If you are in any doubt about the contents of this announcement or the action
you should take, you are recommended to seek your own independent financial
advice immediately from your stockbroker, bank manager, solicitor, accountant
or independent financial adviser duly authorised under the Financial Services
and Markets Act 2000 (as amended) if you are resident in the United Kingdom
or, if not, from another appropriately authorised independent financial
adviser.
Overseas Shareholders
The release, publication or distribution of this announcement in or into
jurisdictions other than the UK may be restricted by law and therefore any
persons who are subject to the law of any jurisdiction other than the UK
should inform themselves of, and observe, any applicable legal or regulatory
requirements. Any failure to comply with such requirements may constitute a
violation of the securities laws of any such jurisdiction. To the fullest
extent permitted by applicable law, the companies and persons involved in the
Offer disclaim any responsibility or liability for the violation of such
restrictions by any person. This announcement has been prepared in accordance
with and for the purpose of complying with English law, the Takeover Code, the
AIM Rules, the Market Abuse Regulation and the Disclosure Guidance and
Transparency Rules and information disclosed may not be the same as that which
would have been prepared in accordance with the laws of jurisdictions outside
England including, without limitation the United States and Canada.

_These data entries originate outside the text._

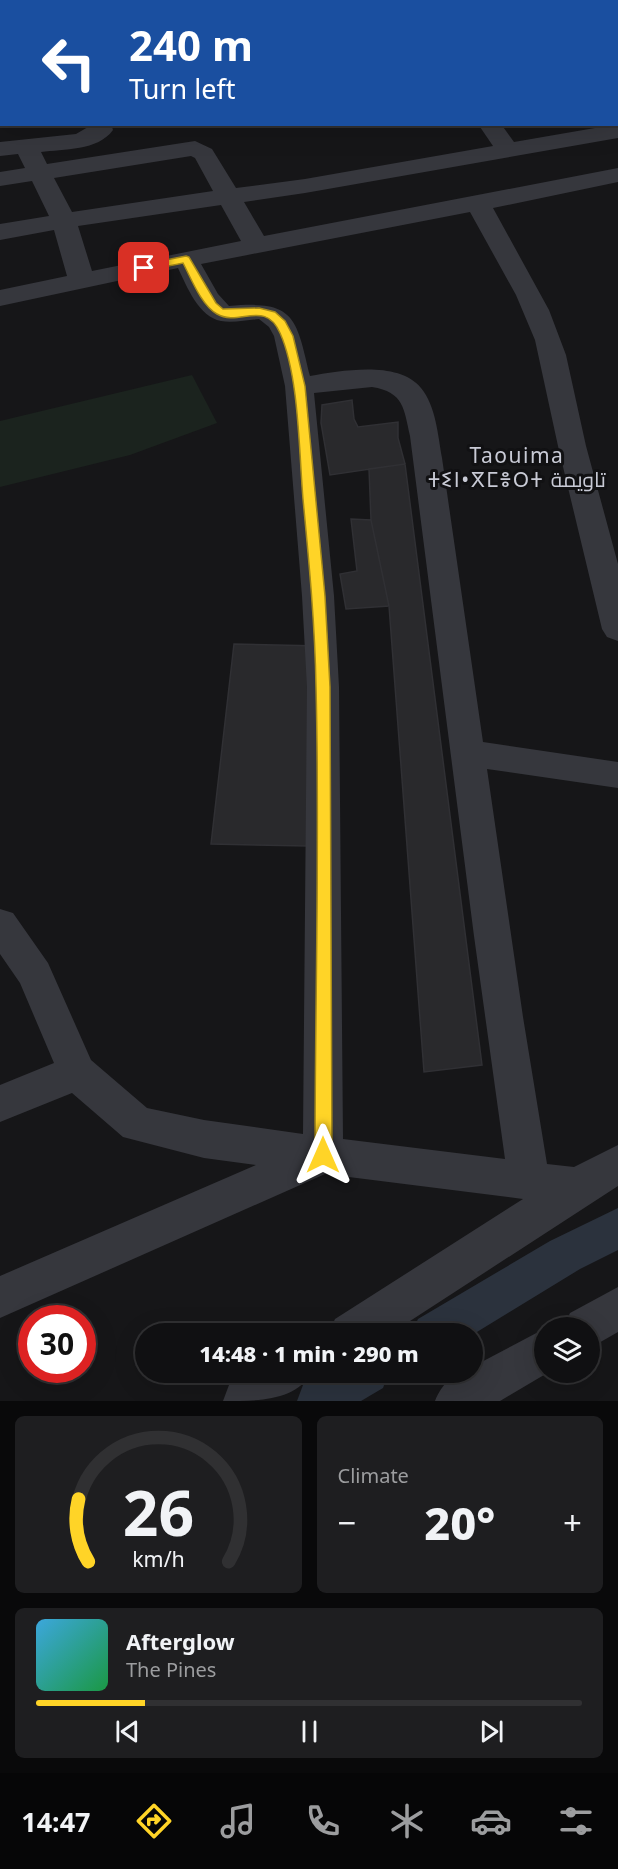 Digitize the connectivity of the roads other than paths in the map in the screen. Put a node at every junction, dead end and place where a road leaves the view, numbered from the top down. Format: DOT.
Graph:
graph roads {
  1 [pos="100,126"];
  2 [pos="490,126"];
  3 [pos="617,128"];
  4 [pos="26,146"];
  5 [pos="0,149"];
  6 [pos="507,149"];
  7 [pos="39,172"];
  8 [pos="618,176"];
  9 [pos="0,179"];
  10 [pos="421,190"];
  11 [pos="228,197"];
  12 [pos="479,205"];
  13 [pos="64,220"];
  14 [pos="0,232"];
  15 [pos="256,245"];
  16 [pos="186,259"];
  17 [pos="82,281"];
  18 [pos="0,297"];
  19 [pos="299,386"];
  20 [pos="618,629"];
  21 [pos="469,753"];
  22 [pos="618,775"];
  23 [pos="0,924"];
  24 [pos="77,1072"];
  25 [pos="0,1104"];
  26 [pos="323,1155"];
  27 [pos="618,1164"];
  28 [pos="529,1179"];
  29 [pos="578,1187"];
  30 [pos="0,1297"];
  31 [pos="618,1308"];
  32 [pos="600,1319"];
  33 [pos="367,1323"];
  34 [pos="534,1357"];
  35 [pos="273,1383"];
  36 [pos="245,1401"];
  37 [pos="457,1401"];
  1 -- 4 [label="street"];
  2 -- 6 [label="street"];
  3 -- 6 [label="street"];
  4 -- 5 [label="street"];
  4 -- 7 [label="street"];
  6 -- 10 [label="street"];
  7 -- 9 [label="street"];
  7 -- 11 [label="street"];
  7 -- 13 [label="street"];
  8 -- 12 [label="street"];
  10 -- 11 [label="street"];
  10 -- 12 [label="street"];
  10 -- 15 [label="street"];
  11 -- 13 [label="street"];
  11 -- 15 [label="street"];
  12 -- 20 [label="street"];
  13 -- 14 [label="street"];
  13 -- 17 [label="street"];
  15 -- 16 [label="street"];
  16 -- 17 [label="street"];
  16 -- 19 [label="street"];
  17 -- 18 [label="street"];
  19 -- 21 [label="street"];
  19 -- 26 [label="street"];
  21 -- 22 [label="street"];
  21 -- 28 [label="street"];
  23 -- 24 [label="street"];
  24 -- 25 [label="street"];
  24 -- 26 [label="street"];
  26 -- 28 [label="street"];
  26 -- 30 [label="street"];
  27 -- 29 [label="street"];
  28 -- 29 [label="street"];
  29 -- 33 [label="street"];
  31 -- 32 [label="street"];
  34 -- 37 [label="street"];
  35 -- 36 [label="street"];
}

The availability of the Offer to Condor Gold Shareholders who are not resident
in and citizens of the UK may be affected by the laws of the relevant
jurisdictions in which they are located or of which they are citizens. Persons
who are not resident in the UK should inform themselves of, and observe, any
applicable legal or regulatory requirements of their jurisdictions. Any
failure to comply with the applicable restrictions may constitute a violation
of the securities laws of any such jurisdiction. To the fullest extent
permitted by applicable law, the companies and persons involved in the Offer
disclaim any responsibility or liability for the violation of such
restrictions by any person.
Unless otherwise determined by MTL or required by the Takeover Code, and
permitted by applicable law and regulation, the Offer will not be made
available, directly or indirectly, in, into, from, or by the use of mails or
any means or instrumentality (including, but not limited to, facsimile, e-mail
or other electronic transmission, telex or telephone) of interstate or foreign
commerce of, or of any facility of a national, state or other securities
exchange of, any Restricted Jurisdiction where to do so would violate the laws
in that jurisdiction and no person may vote in favour of the Scheme by any
such use, means, instrumentality or from within a Restricted Jurisdiction or
any other jurisdiction if to do so would constitute a violation of the laws of
that jurisdiction. Copies of this announcement and any formal documentation
relating to the Offer are not being, and may not be, directly or indirectly,
mailed or otherwise forwarded, distributed or sent in or into or from any
Restricted Jurisdiction and persons receiving such documents (including,
without limitation, agents, custodians, nominees and trustees) may not mail or
otherwise forward, distribute or send it in or into or from any Restricted
Jurisdiction. Doing so may render invalid any related purported vote in
respect of the Offer. If the Offer is implemented by way of a Takeover Offer
(unless otherwise permitted by applicable law and regulation), the Offer may
not be made directly or indirectly, in, into, from, or by the use of mails or
any means or instrumentality (including, but not limited to, facsimile, e-mail
or other electronic transmission, telex or telephone) of interstate or foreign
commerce of, or of any facility of a national, state or other securities
exchange of, any Restricted Jurisdiction and the Offer may not be capable of
acceptance by any such use, means, instrumentality or facilities.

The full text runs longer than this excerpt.